Accordingly, the control voltage that allows the transistors
containing such gates to operate in the operation mode at one level
before the level of the speed that cause the transistors to be
contained in the critical path is set. The above-described
operation is repeatedly performed on all the gates.
[0050] According to the above-described process, the control
voltages for controlling the operation modes of the individual
transistors that maximize the operating speed of the overall
logical unit and minimize the power consumption can be determined.

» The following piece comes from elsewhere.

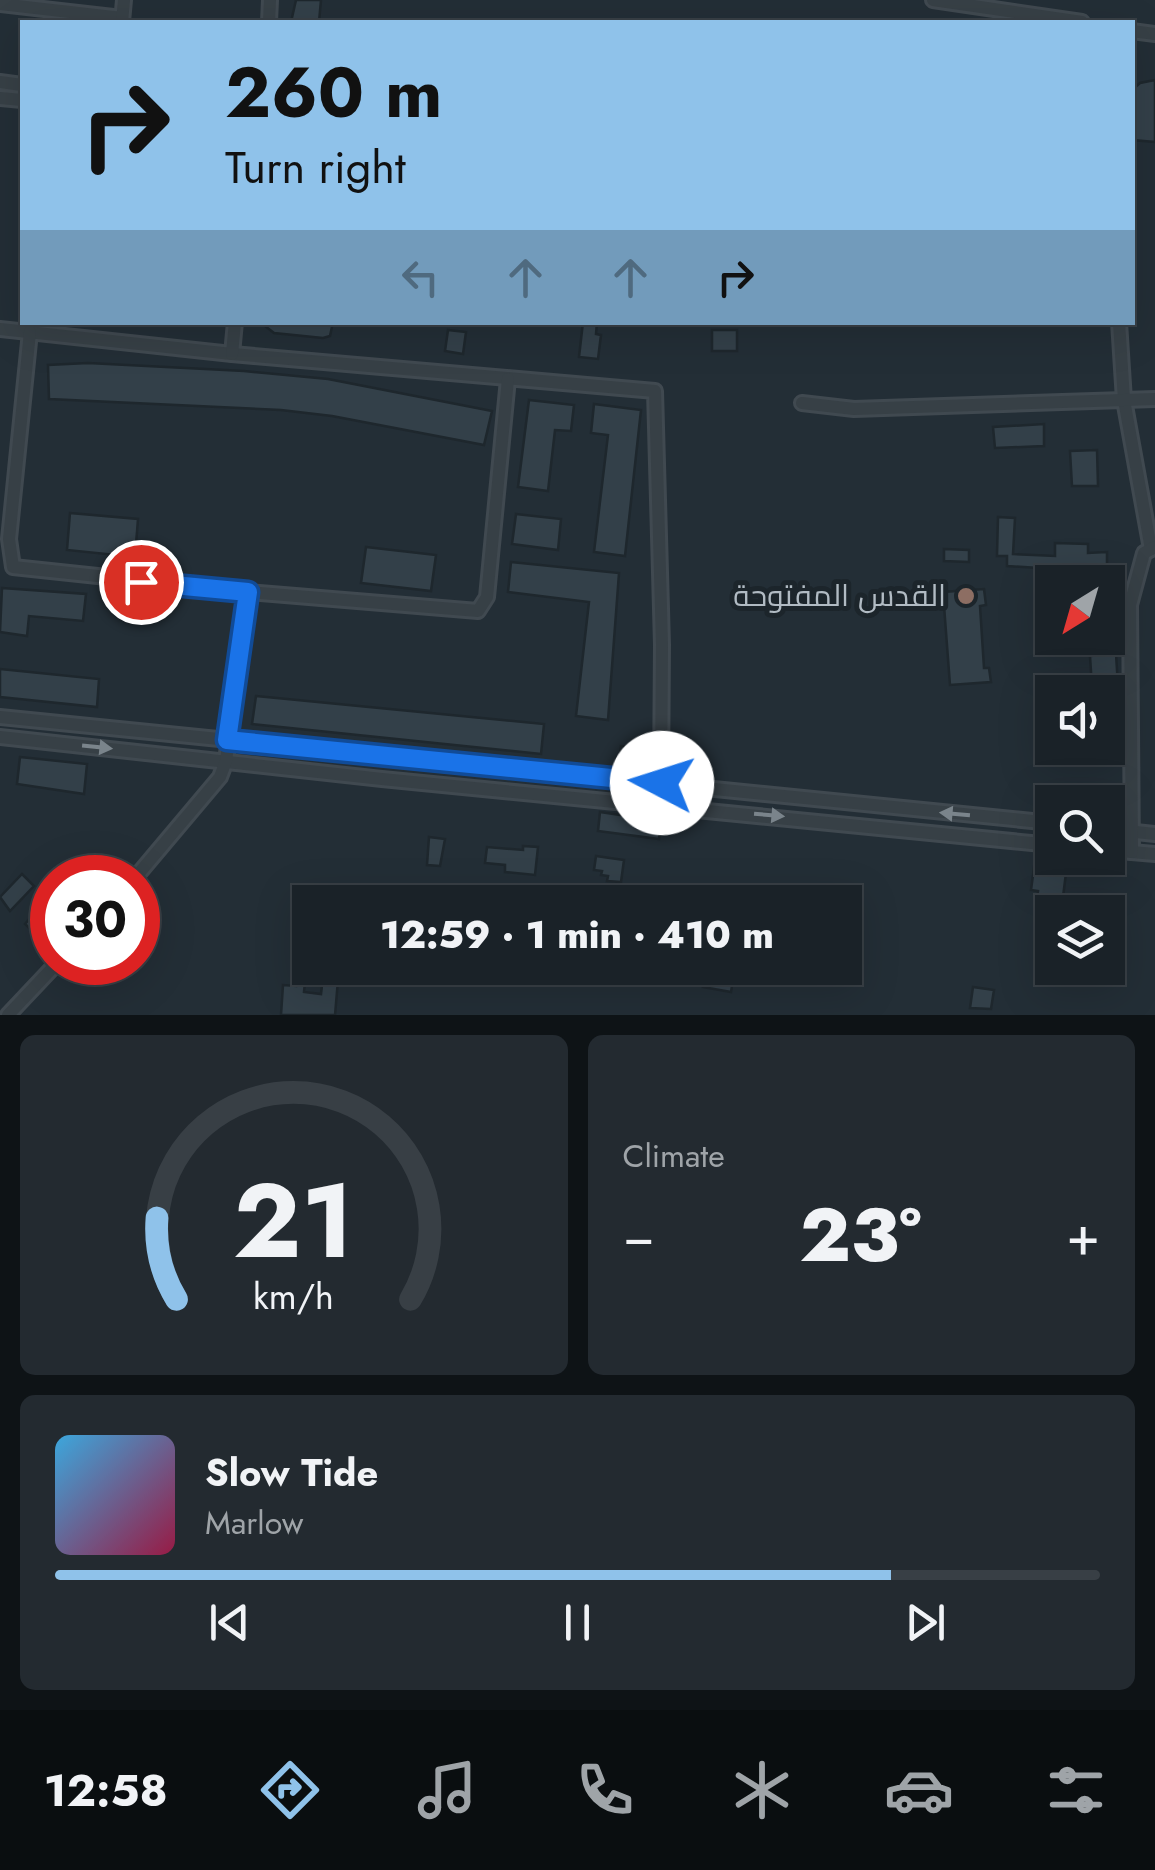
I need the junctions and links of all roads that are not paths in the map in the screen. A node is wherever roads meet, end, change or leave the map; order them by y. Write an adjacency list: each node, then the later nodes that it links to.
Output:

If the sum of the power consumption of all the transistors is
restricted, the operating speed of some transistors is further
reduced. Then, finally, information concerning the wiring patterns
disposed from the voltage supply circuit for generating a plurality
of different voltages, i.e., from the output terminals of the
voltage supply circuit for outputting voltages required for
controlling the operation modes of the individual transistors to
the control-voltage input terminals of the transistors is added to
the placement-and-routing data. Based on this data, masks for the
wiring layer in the master slice integrated circuit are
fabricated.
[0051] FIG. 5 is a flowchart illustrating a process for determining
operation-mode control voltages for controlling the operation
modes. Details of the process are discussed below with reference to
FIG. 5. In this process, placement-and-routing data for a logical
unit is input, and processing for determining a critical path in
the logical unit based on a placement-and-routing program is
performed as a subroutine. When the process starts, in step 101,
the critical path of the logical circuit (logical unit) when the
routing is finished is determined, and the operation mode of the
transistors contained in the critical path is set to be the maximum
speed. Then, the process proceeds to step 102. Step 102 carries out
control, together with step 107, so that steps 103 through 107 are
sequentially repeated for all the transistors that are not
contained in the critical path.
[0052] As the initial setting, the operation mode of a transistor
(logical gate) is set to be the maximum speed (step 103). Then, the
operation mode of the transistor is decreased by one level, and the
current critical path in the logical circuit (logical unit) is
determined (step 104). It is then determined whether the determined
critical path is the same as the previous critical path (step 105).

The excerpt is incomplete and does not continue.